One reason why it is both right and prudent to treat others respectfully is that we seldom can know the true measure of an individual’s abilities and character. All human beings are complex, and all deserve an almost limitless benefit of the doubt before it is wise to dismiss them as unworthy of decent, respectful treatment. When we assume that someone whom we really don’t know very well is stupid, or evil, or not worth paying attention to, we not only treat them badly, we also put ourselves in peril, both of violating the Golden Rule, and also of looking foolish. Mockery, the child of contempt, is especially dangerous. When we mock others, we assume a superiority that may prove to be illusory.

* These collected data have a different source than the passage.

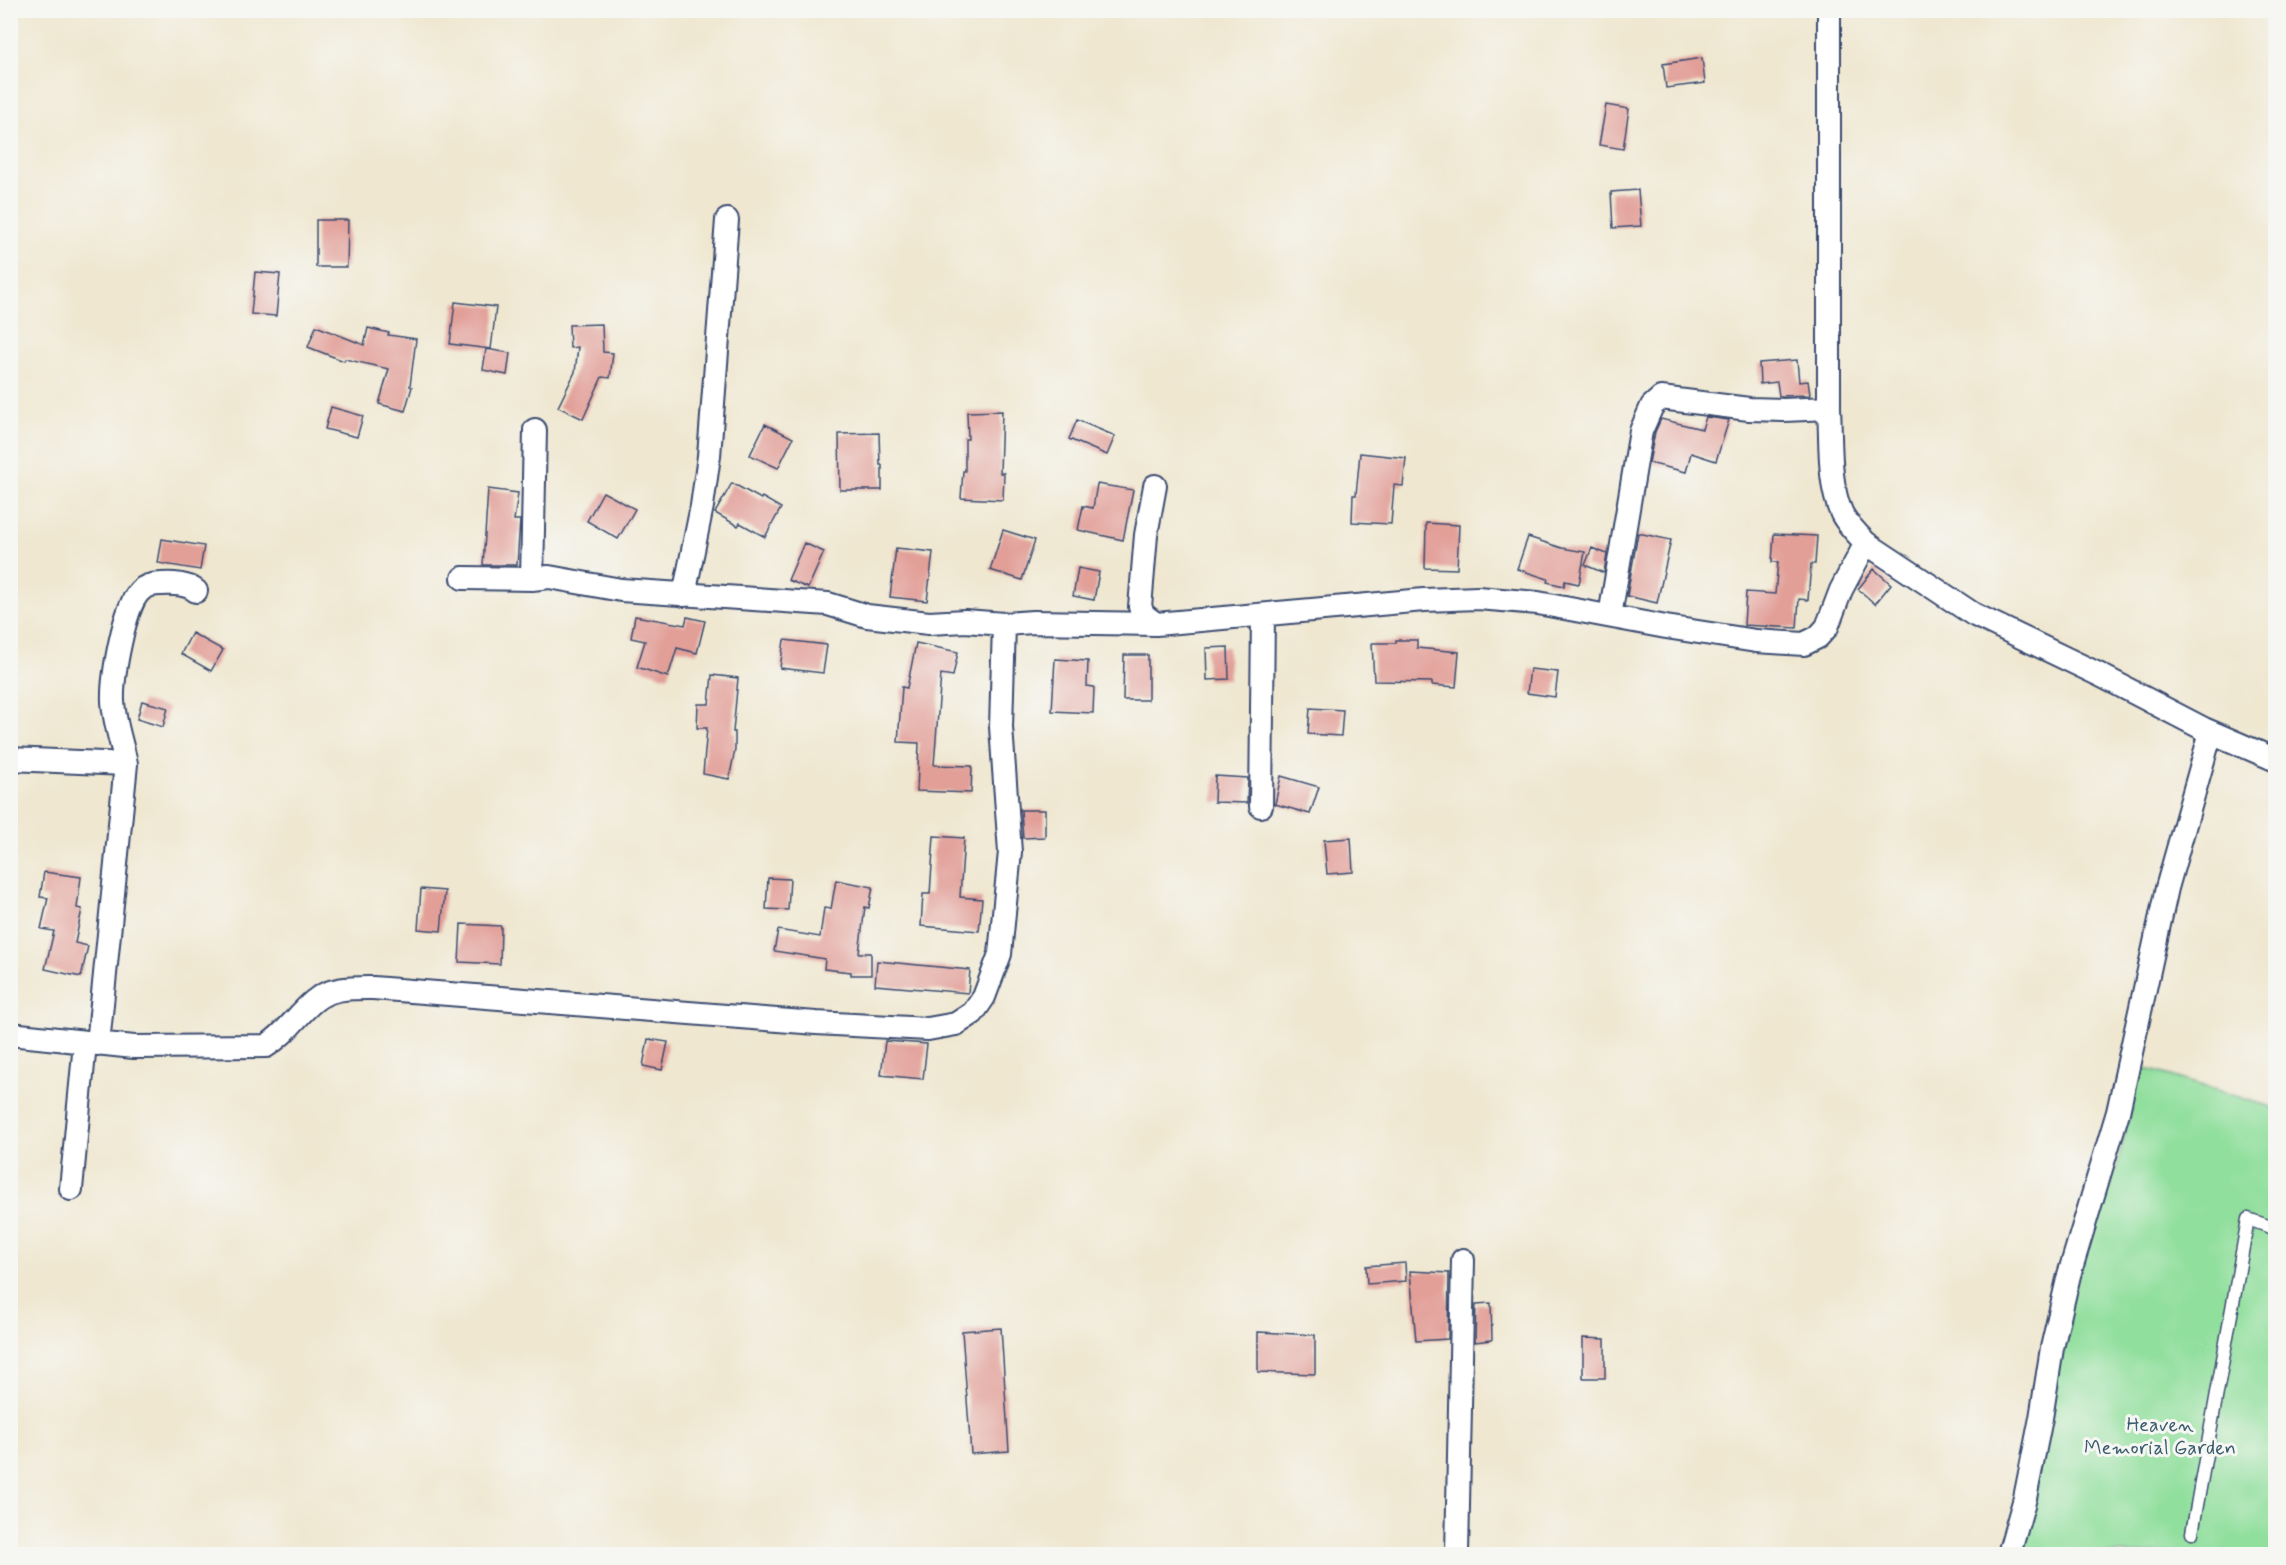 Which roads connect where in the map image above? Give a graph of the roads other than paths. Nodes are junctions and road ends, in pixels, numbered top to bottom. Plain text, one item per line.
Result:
1 (1829, 10) edge
2 (727, 220) dead end
3 (1828, 408) junction
4 (535, 430) dead end
5 (1155, 486) dead end
6 (1866, 543) junction
7 (463, 578) dead end
8 (532, 579) junction
9 (196, 591) dead end
10 (684, 596) junction
11 (1263, 615) junction
12 (1610, 616) junction
13 (1004, 624) junction
14 (1156, 624) junction
15 (2211, 732) junction
16 (10, 759) edge
17 (2276, 760) edge
18 (126, 764) junction
19 (1261, 806) dead end
20 (10, 1034) edge
21 (92, 1044) junction
22 (71, 1189) dead end
23 (2276, 1229) edge
24 (1463, 1260) dead end
25 (2192, 1533) dead end
26 (1457, 1554) edge
27 (2009, 1554) edge

1 - 3 street
2 - 10 street
3 - 6 street
3 - 12 street
4 - 8 street
5 - 14 street
6 - 12 street
6 - 15 street
7 - 8 street
8 - 10 street
9 - 18 street
10 - 13 street
11 - 12 street
11 - 14 street
11 - 19 street
13 - 14 street
13 - 21 street
15 - 17 street
15 - 27 street
16 - 18 street
18 - 21 street
20 - 21 street
21 - 22 street
23 - 25 lane
24 - 26 street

Have I fallen victim to this ethical error? You betcha.
Which brings us to Sarah Palin.
At a recent speech, Palin warned Tea Partiers to avoid getting cocky, and not to “party like it’s 1773.” The date provoked great hilarity among liberal partisans and pundits who, as you know, long ago told us that Palin was a moron. “Daily Kos” founder Markos Moulitsas quoted the remark with a snide “She’s so smart.” in a Twitter feed. PBS’s Gwen Ifill ( a 2008 inductee into my Conflicted Journalists Hall of Fame because of her decision to moderate one of the presidential debates despite having a pro-Barack Obama book being readied for publication) quoted Palin’s use of the date in a tweet and added “ummm,”. Others were less subtle, writing “WTF happened in 1773?”

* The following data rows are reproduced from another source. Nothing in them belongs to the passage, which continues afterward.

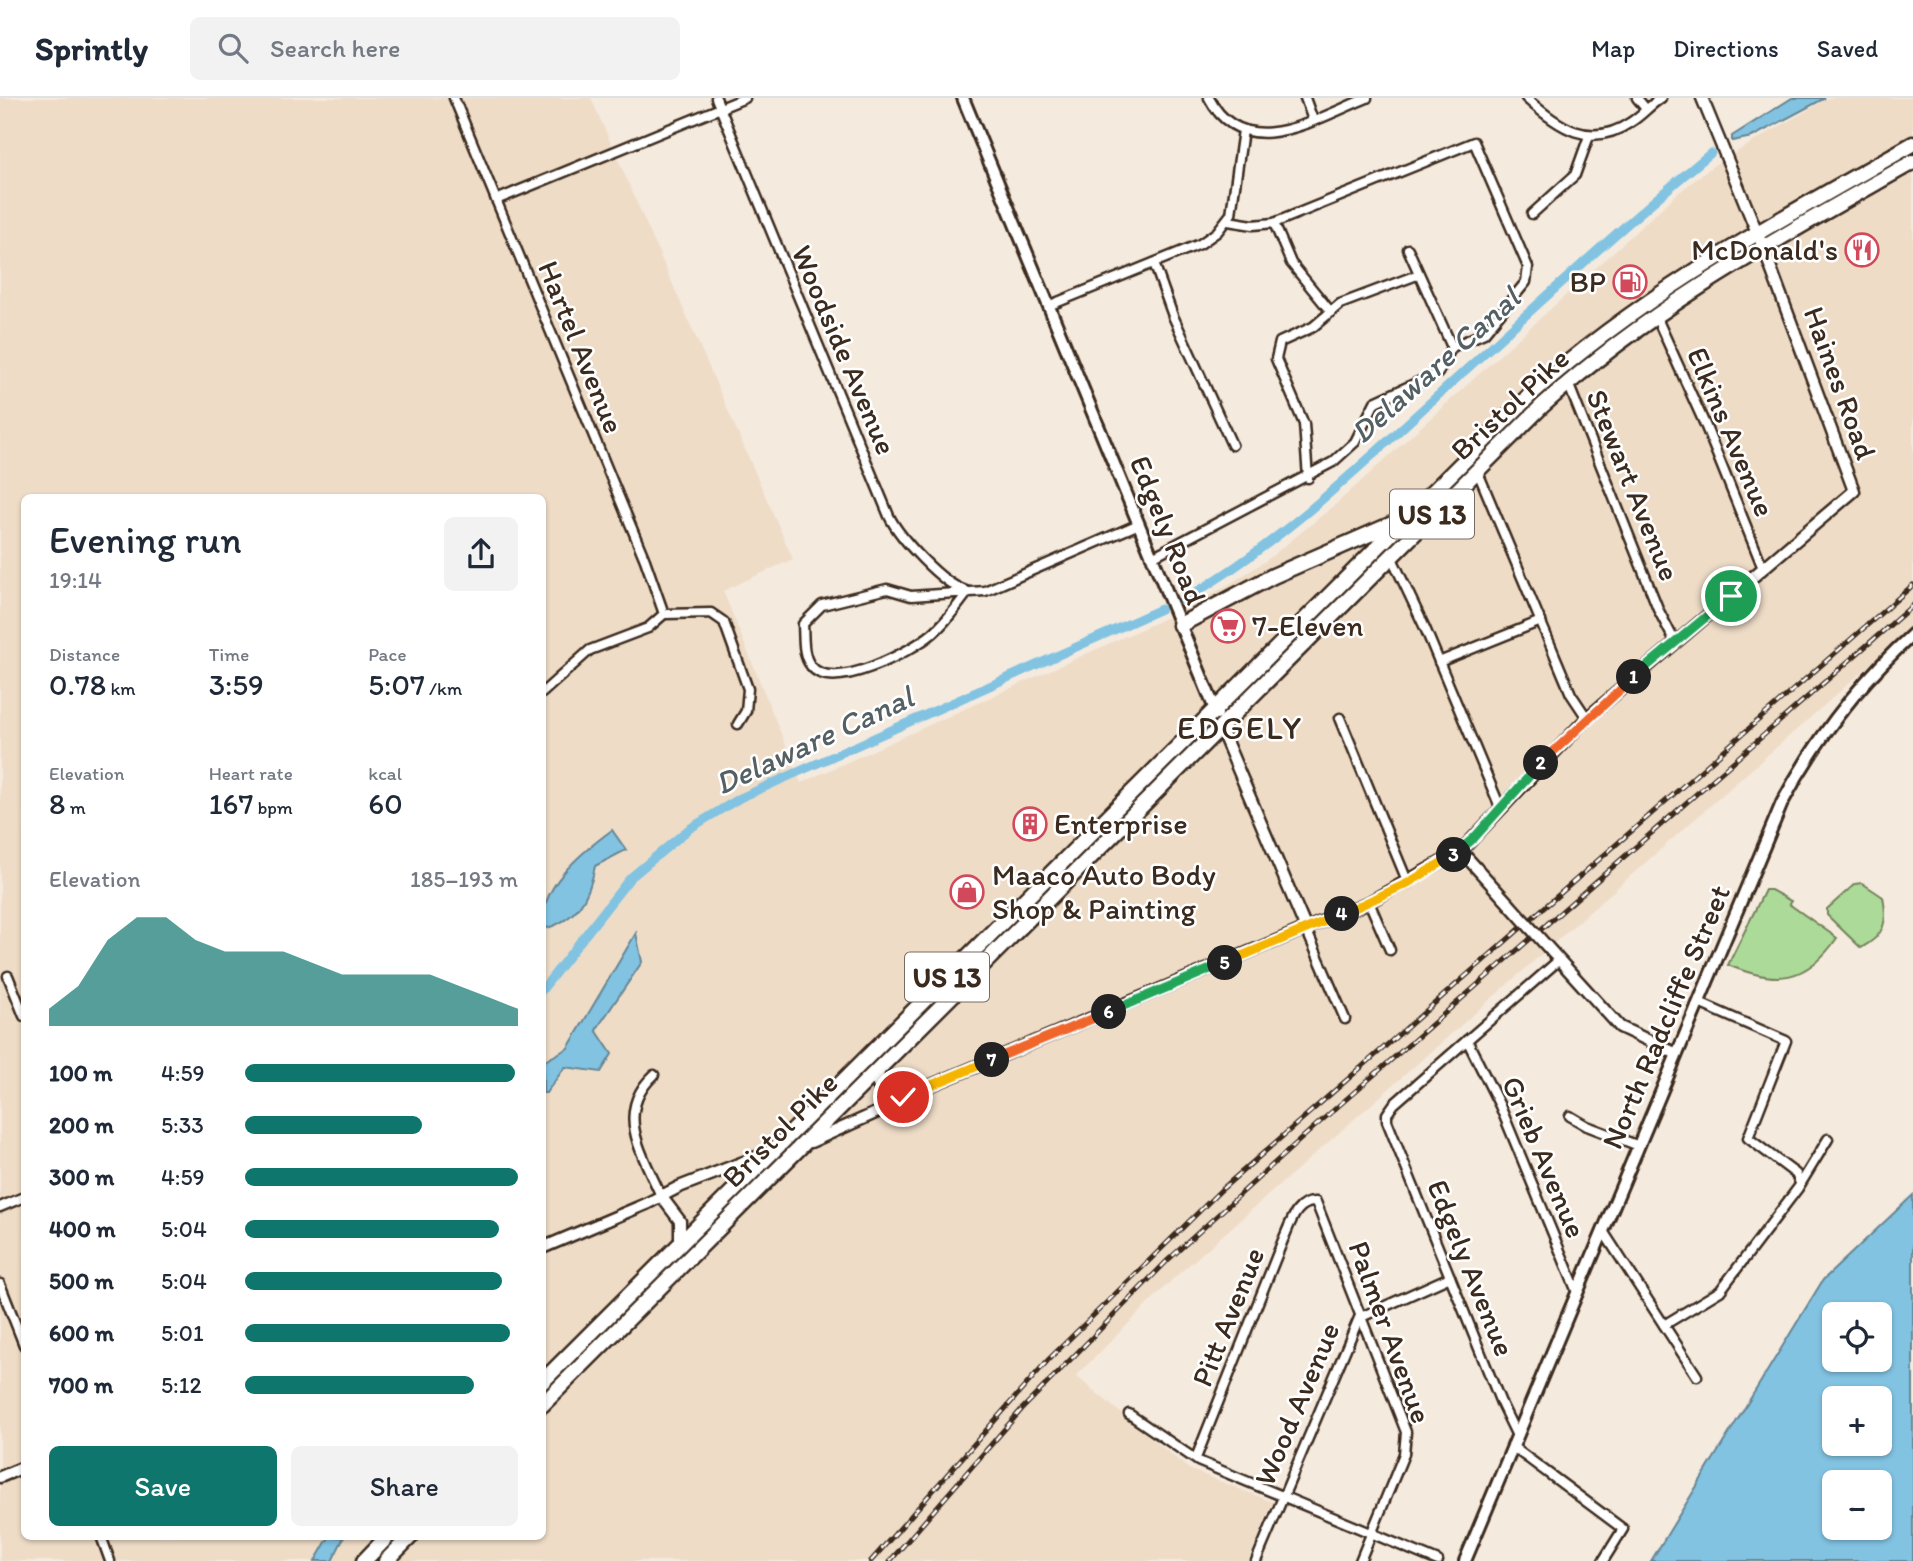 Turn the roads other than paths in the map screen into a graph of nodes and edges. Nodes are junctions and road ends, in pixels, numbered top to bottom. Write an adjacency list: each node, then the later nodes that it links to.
1 (454, 98): 19 (street, Hartel Avenue)
2 (716, 98): 12 (street, Woodside Avenue)
3 (745, 98): 12 (street)
4 (963, 98): 28 (main road, Edgely Road)
5 (1209, 98): 15 (street)
6 (1306, 98): 14 (street)
7 (1367, 98): 14 (street)
8 (1526, 98): 16 (street)
9 (1637, 98): 13 (street)
10 (1661, 98): 13 (street)
11 (1702, 98): 23 (street, Haines Road)
12 (720, 108): 19 (street); 41 (street, Woodside Avenue)
13 (1646, 109): 16 (street)
14 (1313, 120): 15 (street)
15 (1243, 130): 21 (street)
16 (1589, 136): 20 (street)
17 (1913, 144): 23 (highway, Bristol Pike / US 13)
18 (1913, 162): 24 (highway, Bristol Pike / US 13)
19 (496, 200): 42 (street, Hartel Avenue)
20 (1532, 214)
21 (1228, 221): 22 (street); 26 (street)
22 (1274, 223): 29 (street); 31 (street)
23 (1757, 232): 24 (street, Haines Road); 36 (highway, Bristol Pike / US 13)
24 (1763, 247): 30 (highway, Bristol Pike / US 13); 40 (street, Haines Road)
25 (1408, 249): 27 (street)
26 (1154, 264): 28 (street); 33 (street)
27 (1417, 275): 29 (street); 31 (street)
28 (1048, 306): 37 (main road, Edgely Road)
29 (1331, 312): 35 (street)
30 (1655, 314): 32 (highway, Bristol Pike / US 13); 40 (street, Elkins Avenue)
31 (1452, 347): 35 (street)
32 (1568, 383): 34 (highway, Bristol Pike / US 13); 46 (street, Stewart Avenue)
33 (1232, 445)
34 (1477, 470): 38 (highway, Bristol Pike / US 13); 43 (street)
35 (1308, 478): 39 (street)
36 (1408, 517): 44 (highway); 49 (highway, Bristol Pike / US 13)
37 (1139, 524): 39 (main road, Edgely Road); 41 (street)
38 (1391, 556): 47 (street); 53 (highway, Bristol Pike / US 13)
39 (1152, 557): 44 (main road, Edgely Road)
40 (1763, 568): 46 (street)
41 (968, 592): 41 (street)
42 (664, 614): 48 (street); 52 (street)
43 (1541, 621): 47 (street); 51 (street)
44 (1180, 625): 49 (main road, Edgely Road)
45 (1913, 634): 62 (main road, North Radcliffe Street)
46 (1675, 642): 51 (street)
47 (1440, 662): 54 (street)
48 (546, 689)
49 (1215, 709): 53 (main road, Edgely Road); 73 (highway, Bristol Pike / US 13)
50 (1340, 718): 56 (street)
51 (1587, 718): 54 (street)
52 (738, 724)
53 (1220, 727): 58 (street, Edgely Road); 67 (highway, Bristol Pike / US 13)
54 (1500, 807): 55 (street)
55 (1461, 851): 56 (street); 60 (street, bridge)
56 (1408, 883): 57 (street)
57 (1369, 902): 58 (street); 59 (street)
58 (1306, 929): 64 (street, Edgely Road); 69 (street)
59 (1390, 950)
60 (1559, 960): 65 (street); 66 (street)
61 (8, 976): 63 (street)
62 (1699, 1003): 66 (main road, North Radcliffe Street); 75 (street)
63 (21, 1008)
64 (1345, 1019)
65 (1467, 1040): 83 (street, Edgely Avenue); 85 (street, Grieb Avenue)
66 (1677, 1054): 72 (main road, North Radcliffe Street)
67 (879, 1069): 69 (street); 74 (highway, Bristol Pike / US 13)
68 (654, 1075): 76 (street)
69 (903, 1097): 74 (street)
70 (1570, 1116): 72 (street)
71 (1828, 1139): 75 (street)
72 (1639, 1146): 80 (main road, North Radcliffe Street)
73 (778, 1147): 76 (street); 81 (highway, Bristol Pike / US 13)
74 (798, 1149): 91 (highway, Bristol Pike / US 13)
75 (1800, 1183): 87 (street)
76 (661, 1196): 81 (street); 82 (street)
77 (21, 1198): 79 (street)
78 (1312, 1201): 86 (street, Palmer Avenue); 94 (street, Pitt Avenue)
79 (0, 1207)
80 (1603, 1231): 85 (main road, North Radcliffe Street); 87 (street, Grieb Avenue)
81 (680, 1245): 90 (highway, Bristol Pike / US 13)
82 (546, 1246)
83 (1451, 1277): 86 (street, Wood Avenue); 93 (street, Edgely Avenue)
84 (0, 1284): 88 (street)
85 (1577, 1292): 93 (main road, North Radcliffe Street)
86 (1359, 1318): 97 (street, Wood Avenue); 98 (street, Palmer Avenue)
87 (1664, 1325): 89 (street, Grieb Avenue)
88 (21, 1337)
89 (1697, 1376)
90 (546, 1378)
91 (546, 1401)
92 (1129, 1414): 94 (street)
93 (1515, 1442): 108 (main road, North Radcliffe Street); 109 (street)
94 (1196, 1458): 97 (street)
95 (21, 1468): 96 (street)
96 (0, 1477)
97 (1283, 1495): 98 (street); 105 (street, Wood Avenue)
98 (1371, 1533): 106 (street, Palmer Avenue); 107 (street)
99 (102, 1540): 102 (street)
100 (384, 1540): 103 (highway)
101 (407, 1540): 104 (highway)
102 (110, 1561)
103 (364, 1561)
104 (386, 1561)
105 (1256, 1561)
106 (1360, 1561)
107 (1438, 1561)
108 (1465, 1561)
109 (1603, 1561)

Now, despite being an American history buff and being brought up in Boston, I’m weak with dates. I wasn’t completely sure that the Boston Tea Party occurred in 1773, but since this was Palin addressing a Tea Party group and telling them not to party like it’s 1773, and I know that the Tea Party movement named itself after the Boston Tea Party, I assumed that this is what she was referring to. (I checked the date later. Yup! ) But then I don’t have complete contempt for Sarah Palin, like so many pundits and journalists. I’m not a fan; I think she’s often irresponsible with her rhetoric and intellectually lazy; I think her quitting as Governor of Alaska was an abdication of duty, and I wouldn’t vote for her as President with gun pointed at my head, but I’m not biased against her. Because I’m not biased against her, I won’t assume that everything she says is wrong, mistaken, or idiotic. Ifill, Moulitsas and the rest are biased…so biased that they blinded themselves to the obvious, and looked ignorant as a result.
Really, now: if you knew nothing about Sarah Palin, and she was quoted as saying to a Tea Party group, named after the Boston Tea Party, which you knew occurred in the run-up to the Declaration of Independence and therefore happened at some point prior to 1776, that it wasn’t yet time to “party like it was 1773,” wouldn’t you be able to guess what the date signified? Wouldn’t anybody? Not crack PBS reporter Gwen Ifill though…because she assumed Palin was dumb, and wanted to mock her.
Now Ifill is backtracking, claiming that she knew what Palin meant all along. Ummmm—no. It is clear that she didn’t. We can only hope that Ifill and the other Palin-mockers learn that it is important to reserve a little respect, at very least, for everyone, even those who you disagree with or dislike. Not to do so is unfair and unkind, and it sometimes carries its own punishment.